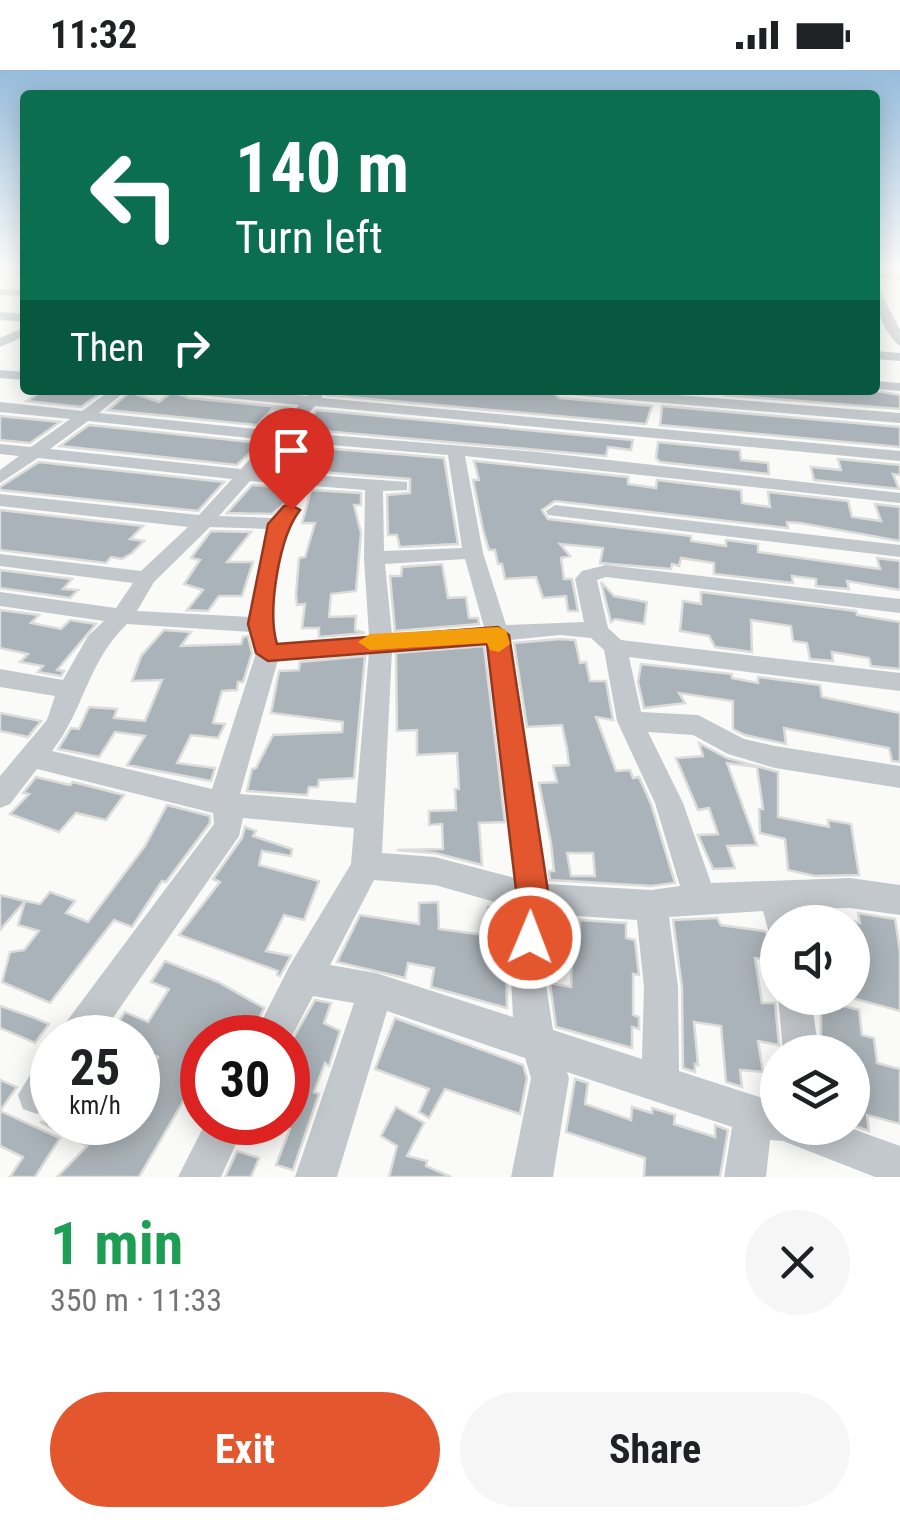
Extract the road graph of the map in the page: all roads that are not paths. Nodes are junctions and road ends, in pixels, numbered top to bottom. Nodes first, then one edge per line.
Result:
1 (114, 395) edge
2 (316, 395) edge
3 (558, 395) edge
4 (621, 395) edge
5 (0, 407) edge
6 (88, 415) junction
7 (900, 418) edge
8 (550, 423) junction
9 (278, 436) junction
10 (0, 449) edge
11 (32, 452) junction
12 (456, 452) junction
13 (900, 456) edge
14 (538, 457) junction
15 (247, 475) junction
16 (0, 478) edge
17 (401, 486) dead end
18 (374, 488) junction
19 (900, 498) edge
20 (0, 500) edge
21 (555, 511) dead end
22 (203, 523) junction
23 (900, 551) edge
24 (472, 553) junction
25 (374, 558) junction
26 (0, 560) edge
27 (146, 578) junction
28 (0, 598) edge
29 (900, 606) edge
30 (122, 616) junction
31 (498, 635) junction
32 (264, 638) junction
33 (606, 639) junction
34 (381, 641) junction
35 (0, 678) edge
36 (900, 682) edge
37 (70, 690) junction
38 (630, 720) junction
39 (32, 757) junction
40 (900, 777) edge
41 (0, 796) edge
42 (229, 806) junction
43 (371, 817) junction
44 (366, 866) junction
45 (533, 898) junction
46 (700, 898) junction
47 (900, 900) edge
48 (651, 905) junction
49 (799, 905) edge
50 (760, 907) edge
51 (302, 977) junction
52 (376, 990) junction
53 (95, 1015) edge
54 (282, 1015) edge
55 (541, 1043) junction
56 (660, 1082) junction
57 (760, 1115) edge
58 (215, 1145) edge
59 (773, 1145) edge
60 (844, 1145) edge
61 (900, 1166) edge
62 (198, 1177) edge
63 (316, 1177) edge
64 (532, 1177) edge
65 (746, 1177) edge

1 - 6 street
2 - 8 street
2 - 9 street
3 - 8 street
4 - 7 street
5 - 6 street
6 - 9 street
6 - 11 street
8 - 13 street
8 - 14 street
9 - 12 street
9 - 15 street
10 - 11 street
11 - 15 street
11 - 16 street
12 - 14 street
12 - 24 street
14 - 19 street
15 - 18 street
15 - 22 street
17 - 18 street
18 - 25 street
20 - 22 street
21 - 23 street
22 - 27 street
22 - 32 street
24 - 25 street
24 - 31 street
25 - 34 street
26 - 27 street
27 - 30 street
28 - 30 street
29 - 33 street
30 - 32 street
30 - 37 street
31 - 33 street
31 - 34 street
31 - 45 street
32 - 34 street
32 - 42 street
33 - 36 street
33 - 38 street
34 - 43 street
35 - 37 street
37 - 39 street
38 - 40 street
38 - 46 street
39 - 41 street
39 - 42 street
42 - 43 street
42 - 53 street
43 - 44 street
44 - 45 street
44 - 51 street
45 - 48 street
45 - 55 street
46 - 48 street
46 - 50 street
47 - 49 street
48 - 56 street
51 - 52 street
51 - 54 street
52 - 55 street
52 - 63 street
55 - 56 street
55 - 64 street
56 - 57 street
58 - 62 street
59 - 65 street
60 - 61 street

____

PROMPT: Each line that mentions the string "dead" must be copied from the listing.

SOLUTION TO THE PROBLEM:
17 (401, 486) dead end
21 (555, 511) dead end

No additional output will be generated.